EXERCISE BRIEF - Your answer consists of the lines in the data that contain "Cedar". Copy each of them.

====== THE DATA

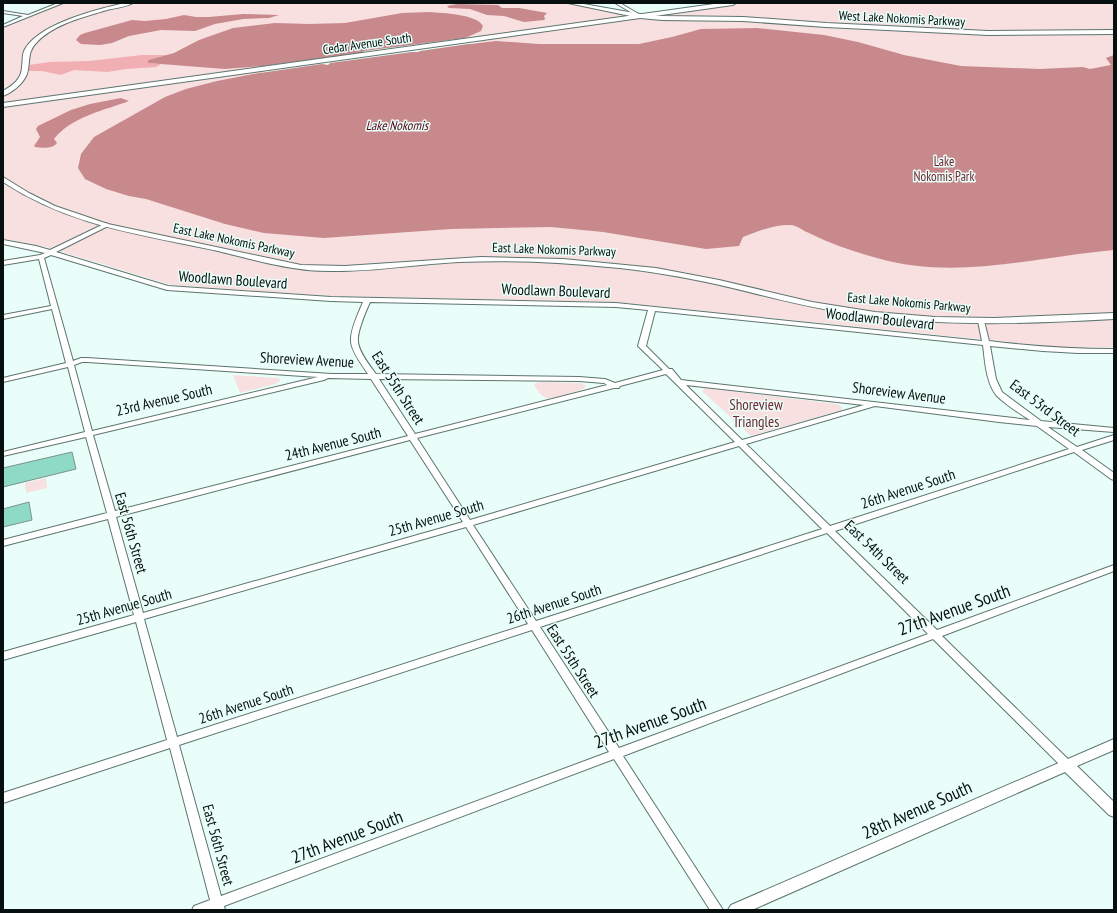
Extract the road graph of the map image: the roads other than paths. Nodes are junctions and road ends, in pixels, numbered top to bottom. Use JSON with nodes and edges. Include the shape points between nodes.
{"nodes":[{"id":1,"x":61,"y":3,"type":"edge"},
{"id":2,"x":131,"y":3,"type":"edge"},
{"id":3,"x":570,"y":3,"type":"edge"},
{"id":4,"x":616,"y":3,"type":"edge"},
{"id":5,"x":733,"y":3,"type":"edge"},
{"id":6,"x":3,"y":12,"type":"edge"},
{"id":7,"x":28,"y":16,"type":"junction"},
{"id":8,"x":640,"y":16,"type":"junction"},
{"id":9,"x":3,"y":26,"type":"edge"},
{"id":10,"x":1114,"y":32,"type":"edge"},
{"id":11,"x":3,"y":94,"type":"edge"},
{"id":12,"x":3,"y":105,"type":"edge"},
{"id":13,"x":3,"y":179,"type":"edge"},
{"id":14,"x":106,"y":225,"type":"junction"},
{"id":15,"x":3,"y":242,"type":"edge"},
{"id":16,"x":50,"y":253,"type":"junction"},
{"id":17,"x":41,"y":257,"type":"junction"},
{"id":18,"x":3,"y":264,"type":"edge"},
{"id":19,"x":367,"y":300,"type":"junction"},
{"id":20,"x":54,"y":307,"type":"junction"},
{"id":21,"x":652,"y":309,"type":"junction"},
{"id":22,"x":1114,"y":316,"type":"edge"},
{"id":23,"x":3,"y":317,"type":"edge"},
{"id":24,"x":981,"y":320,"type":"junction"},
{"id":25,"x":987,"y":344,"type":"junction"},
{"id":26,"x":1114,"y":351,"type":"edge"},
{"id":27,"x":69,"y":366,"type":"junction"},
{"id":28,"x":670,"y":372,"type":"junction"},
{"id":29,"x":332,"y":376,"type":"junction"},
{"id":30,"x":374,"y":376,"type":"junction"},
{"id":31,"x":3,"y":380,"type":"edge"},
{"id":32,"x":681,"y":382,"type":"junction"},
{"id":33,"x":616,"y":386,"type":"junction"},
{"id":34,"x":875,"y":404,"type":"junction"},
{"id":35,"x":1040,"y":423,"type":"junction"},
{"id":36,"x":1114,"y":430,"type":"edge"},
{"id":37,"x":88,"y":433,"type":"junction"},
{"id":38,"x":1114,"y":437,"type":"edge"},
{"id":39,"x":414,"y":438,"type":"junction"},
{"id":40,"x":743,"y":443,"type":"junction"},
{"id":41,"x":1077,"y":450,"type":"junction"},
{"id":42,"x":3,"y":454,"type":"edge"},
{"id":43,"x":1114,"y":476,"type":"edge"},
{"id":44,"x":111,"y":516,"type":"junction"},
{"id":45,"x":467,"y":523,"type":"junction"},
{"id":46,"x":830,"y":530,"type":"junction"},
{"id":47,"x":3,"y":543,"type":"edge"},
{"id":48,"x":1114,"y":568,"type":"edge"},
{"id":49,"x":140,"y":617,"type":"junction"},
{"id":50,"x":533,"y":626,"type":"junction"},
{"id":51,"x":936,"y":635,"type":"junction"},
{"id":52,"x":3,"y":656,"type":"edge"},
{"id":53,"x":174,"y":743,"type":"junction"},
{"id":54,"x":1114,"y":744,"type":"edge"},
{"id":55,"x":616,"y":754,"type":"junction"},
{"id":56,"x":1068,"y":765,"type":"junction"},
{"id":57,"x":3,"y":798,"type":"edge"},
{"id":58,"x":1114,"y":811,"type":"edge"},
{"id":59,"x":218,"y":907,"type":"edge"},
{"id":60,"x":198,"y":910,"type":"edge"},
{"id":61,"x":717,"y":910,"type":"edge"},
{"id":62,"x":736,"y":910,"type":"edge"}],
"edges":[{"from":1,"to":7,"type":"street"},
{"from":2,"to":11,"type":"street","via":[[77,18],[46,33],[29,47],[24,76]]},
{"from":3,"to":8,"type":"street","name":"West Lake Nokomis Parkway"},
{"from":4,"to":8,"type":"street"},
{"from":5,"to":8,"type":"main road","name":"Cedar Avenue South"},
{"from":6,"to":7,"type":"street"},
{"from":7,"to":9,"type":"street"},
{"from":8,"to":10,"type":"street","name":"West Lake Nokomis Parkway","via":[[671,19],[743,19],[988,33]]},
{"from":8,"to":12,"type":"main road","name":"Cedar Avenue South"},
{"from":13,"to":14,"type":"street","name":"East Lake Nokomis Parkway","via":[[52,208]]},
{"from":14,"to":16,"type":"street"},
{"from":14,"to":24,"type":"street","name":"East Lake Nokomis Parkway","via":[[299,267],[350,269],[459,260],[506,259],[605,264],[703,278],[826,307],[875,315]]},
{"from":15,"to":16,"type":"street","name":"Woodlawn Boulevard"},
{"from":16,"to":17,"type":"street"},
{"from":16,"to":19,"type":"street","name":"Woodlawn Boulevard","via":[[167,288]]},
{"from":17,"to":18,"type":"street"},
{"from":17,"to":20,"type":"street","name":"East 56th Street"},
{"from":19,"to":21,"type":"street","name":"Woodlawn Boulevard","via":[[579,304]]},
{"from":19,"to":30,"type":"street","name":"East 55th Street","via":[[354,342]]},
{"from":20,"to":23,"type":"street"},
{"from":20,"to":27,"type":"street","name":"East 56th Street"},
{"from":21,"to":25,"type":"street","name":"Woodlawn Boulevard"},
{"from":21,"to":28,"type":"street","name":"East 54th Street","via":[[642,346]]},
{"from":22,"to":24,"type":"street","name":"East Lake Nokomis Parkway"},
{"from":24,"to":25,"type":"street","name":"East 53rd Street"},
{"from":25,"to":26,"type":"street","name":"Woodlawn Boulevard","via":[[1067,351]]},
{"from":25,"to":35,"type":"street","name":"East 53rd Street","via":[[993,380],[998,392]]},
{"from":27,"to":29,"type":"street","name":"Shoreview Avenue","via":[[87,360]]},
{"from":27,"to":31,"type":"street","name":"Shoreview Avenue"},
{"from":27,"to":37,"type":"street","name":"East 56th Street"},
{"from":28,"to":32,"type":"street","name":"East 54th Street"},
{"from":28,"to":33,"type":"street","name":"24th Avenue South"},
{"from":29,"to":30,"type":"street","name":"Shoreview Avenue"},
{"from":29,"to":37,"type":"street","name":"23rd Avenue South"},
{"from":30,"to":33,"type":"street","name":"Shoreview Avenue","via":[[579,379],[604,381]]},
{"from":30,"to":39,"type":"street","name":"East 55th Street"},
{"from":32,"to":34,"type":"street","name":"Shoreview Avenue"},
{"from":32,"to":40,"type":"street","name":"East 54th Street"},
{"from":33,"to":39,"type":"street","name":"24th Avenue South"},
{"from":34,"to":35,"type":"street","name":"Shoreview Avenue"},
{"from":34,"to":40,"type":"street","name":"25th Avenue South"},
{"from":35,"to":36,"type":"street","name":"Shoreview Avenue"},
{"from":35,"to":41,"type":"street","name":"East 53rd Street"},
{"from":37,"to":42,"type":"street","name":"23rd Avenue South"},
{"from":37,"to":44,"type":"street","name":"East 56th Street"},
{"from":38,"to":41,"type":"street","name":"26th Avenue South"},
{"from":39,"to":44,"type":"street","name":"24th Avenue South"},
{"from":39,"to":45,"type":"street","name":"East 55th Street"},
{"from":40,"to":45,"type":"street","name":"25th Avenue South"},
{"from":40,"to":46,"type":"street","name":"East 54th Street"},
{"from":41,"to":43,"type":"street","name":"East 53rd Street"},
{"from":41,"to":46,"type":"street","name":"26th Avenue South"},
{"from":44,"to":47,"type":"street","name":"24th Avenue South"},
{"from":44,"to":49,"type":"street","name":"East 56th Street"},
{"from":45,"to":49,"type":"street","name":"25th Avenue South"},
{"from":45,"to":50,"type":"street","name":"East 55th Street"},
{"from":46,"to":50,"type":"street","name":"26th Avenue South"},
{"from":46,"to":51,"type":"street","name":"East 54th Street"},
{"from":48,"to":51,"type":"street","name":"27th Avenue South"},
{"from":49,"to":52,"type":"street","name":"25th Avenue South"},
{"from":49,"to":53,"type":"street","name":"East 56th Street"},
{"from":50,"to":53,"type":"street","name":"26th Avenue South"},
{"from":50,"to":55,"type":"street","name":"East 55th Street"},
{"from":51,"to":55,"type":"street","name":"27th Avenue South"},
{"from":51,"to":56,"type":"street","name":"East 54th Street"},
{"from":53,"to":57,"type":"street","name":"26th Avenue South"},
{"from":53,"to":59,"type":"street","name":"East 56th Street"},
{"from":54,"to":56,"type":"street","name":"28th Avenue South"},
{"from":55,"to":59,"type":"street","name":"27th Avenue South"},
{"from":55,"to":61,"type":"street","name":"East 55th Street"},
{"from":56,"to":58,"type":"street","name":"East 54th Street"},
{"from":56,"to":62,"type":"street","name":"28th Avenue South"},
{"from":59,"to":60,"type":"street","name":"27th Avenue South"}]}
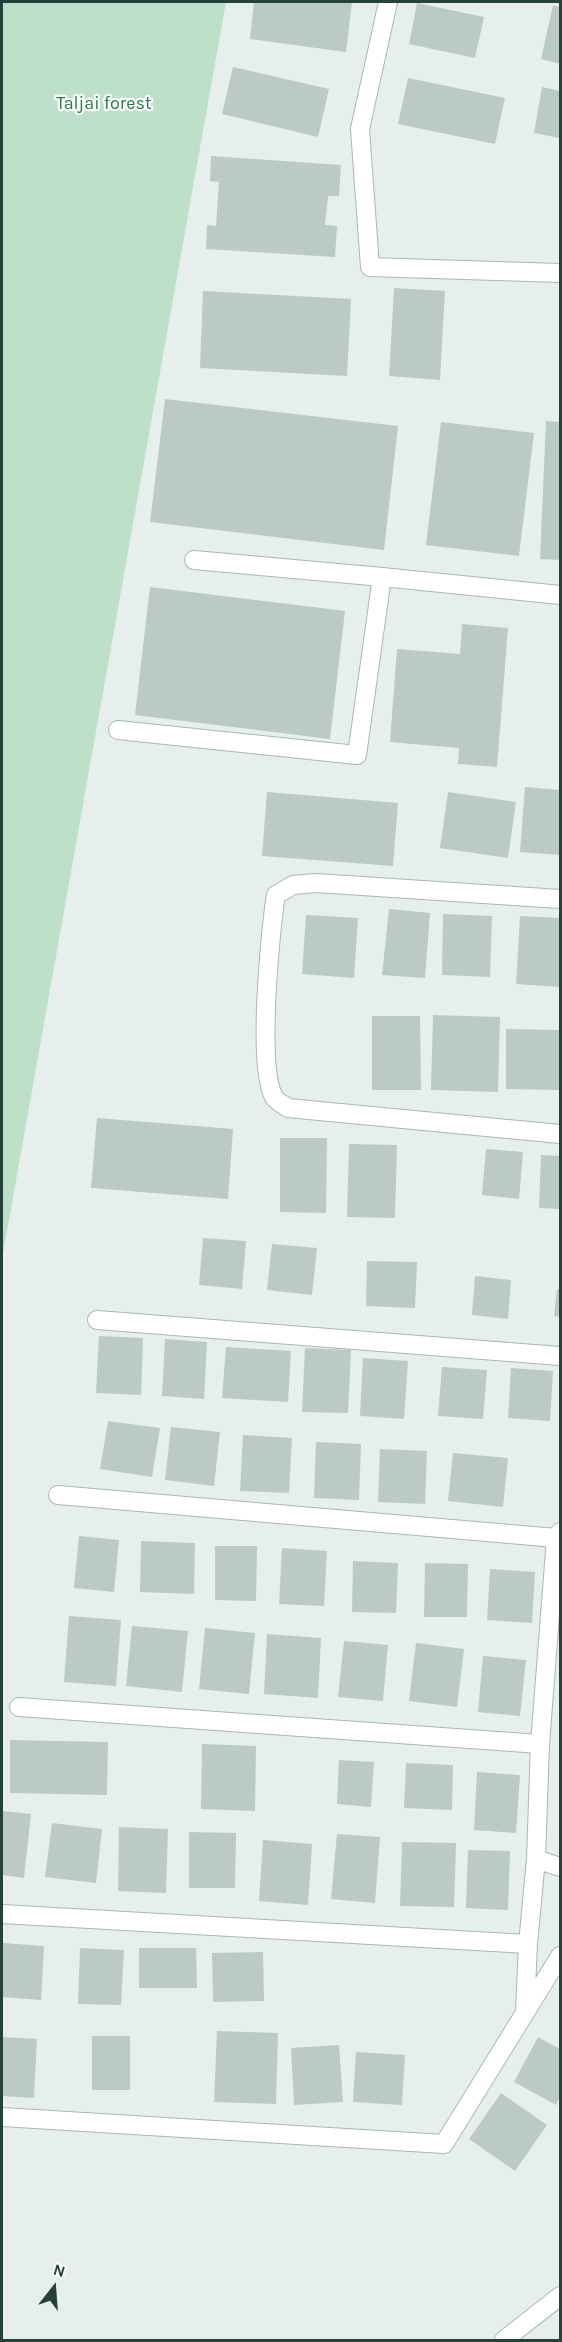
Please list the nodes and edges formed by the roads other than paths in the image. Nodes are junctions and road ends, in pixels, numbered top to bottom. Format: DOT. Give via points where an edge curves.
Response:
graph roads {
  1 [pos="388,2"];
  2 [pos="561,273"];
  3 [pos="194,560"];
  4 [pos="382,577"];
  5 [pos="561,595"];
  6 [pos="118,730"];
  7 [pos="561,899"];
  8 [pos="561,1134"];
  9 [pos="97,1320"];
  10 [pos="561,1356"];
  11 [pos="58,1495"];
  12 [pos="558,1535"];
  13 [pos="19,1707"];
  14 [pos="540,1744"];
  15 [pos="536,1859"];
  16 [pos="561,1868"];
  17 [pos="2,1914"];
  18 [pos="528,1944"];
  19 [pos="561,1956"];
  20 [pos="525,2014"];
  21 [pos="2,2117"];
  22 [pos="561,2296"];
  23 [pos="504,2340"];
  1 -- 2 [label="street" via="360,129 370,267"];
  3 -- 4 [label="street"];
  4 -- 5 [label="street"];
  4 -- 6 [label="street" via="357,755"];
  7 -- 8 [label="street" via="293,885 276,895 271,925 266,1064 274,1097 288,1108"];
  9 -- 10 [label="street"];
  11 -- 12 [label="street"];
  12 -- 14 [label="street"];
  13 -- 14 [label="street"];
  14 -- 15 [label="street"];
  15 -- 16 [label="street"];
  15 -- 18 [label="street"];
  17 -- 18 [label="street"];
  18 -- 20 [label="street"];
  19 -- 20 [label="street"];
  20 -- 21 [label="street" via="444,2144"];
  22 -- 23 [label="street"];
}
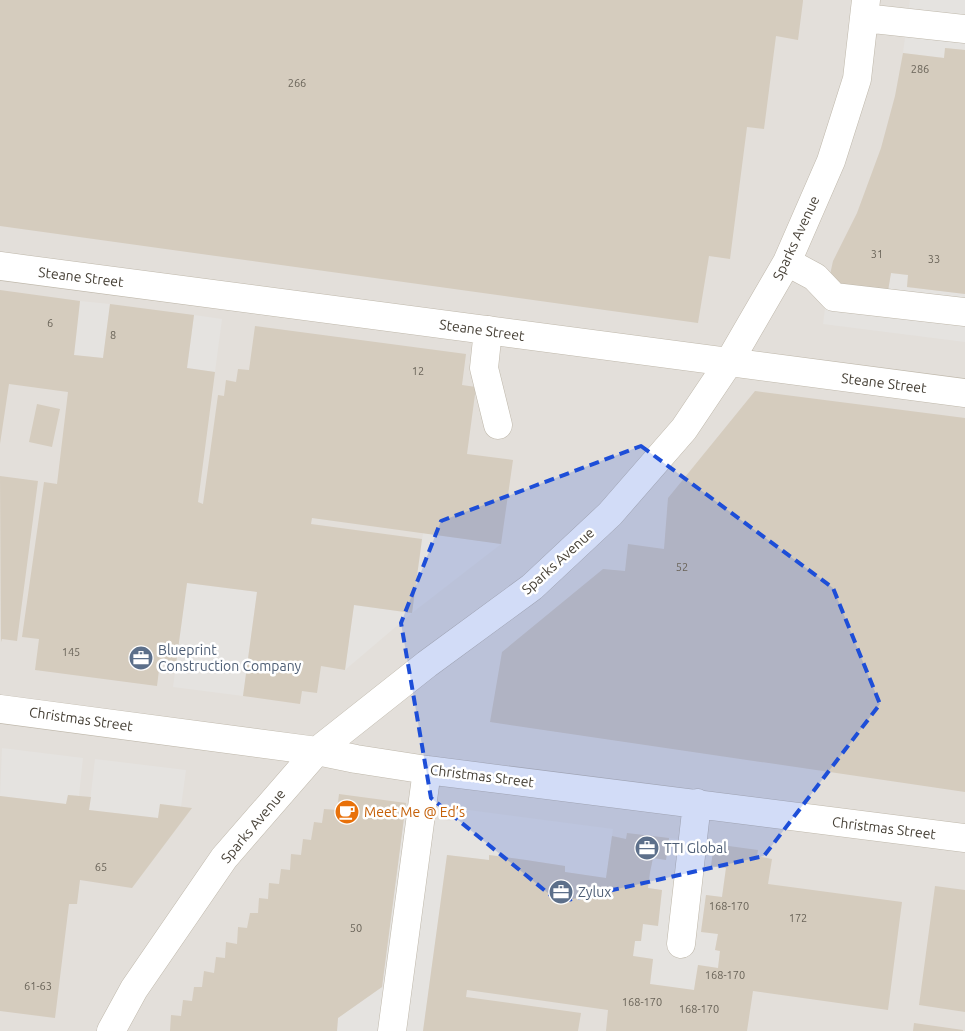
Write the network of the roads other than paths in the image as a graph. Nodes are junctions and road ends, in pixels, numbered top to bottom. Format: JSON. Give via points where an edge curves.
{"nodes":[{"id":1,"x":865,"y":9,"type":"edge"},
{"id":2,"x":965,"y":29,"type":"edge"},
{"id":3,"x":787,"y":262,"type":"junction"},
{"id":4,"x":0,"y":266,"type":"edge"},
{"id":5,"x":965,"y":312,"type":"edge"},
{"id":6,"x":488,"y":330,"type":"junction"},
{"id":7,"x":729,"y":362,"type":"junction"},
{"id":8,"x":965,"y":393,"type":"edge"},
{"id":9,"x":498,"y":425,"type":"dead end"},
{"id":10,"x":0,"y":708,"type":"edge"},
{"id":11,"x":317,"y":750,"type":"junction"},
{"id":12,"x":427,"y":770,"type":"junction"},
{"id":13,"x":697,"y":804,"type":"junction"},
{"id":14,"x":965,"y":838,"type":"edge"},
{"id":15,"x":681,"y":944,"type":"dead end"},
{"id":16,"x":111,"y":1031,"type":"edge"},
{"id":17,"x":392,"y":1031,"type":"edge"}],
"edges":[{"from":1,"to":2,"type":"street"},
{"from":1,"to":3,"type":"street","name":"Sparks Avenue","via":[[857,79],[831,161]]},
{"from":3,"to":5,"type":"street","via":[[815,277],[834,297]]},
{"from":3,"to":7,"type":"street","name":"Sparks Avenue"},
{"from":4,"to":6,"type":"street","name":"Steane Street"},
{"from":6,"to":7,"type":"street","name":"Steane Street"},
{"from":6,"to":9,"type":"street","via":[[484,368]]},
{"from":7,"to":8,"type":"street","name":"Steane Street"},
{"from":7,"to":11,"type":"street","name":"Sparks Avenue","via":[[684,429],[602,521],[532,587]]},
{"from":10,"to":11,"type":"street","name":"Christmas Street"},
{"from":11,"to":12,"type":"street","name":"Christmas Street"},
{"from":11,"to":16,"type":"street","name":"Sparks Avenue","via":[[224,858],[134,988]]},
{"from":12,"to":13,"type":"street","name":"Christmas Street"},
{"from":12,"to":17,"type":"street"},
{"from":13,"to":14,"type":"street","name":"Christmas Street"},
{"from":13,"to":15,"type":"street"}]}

============

TASK ANSWER -
{"from":5,"to":8,"type":"main road","name":"Cedar Avenue South"},
{"from":8,"to":12,"type":"main road","name":"Cedar Avenue South"},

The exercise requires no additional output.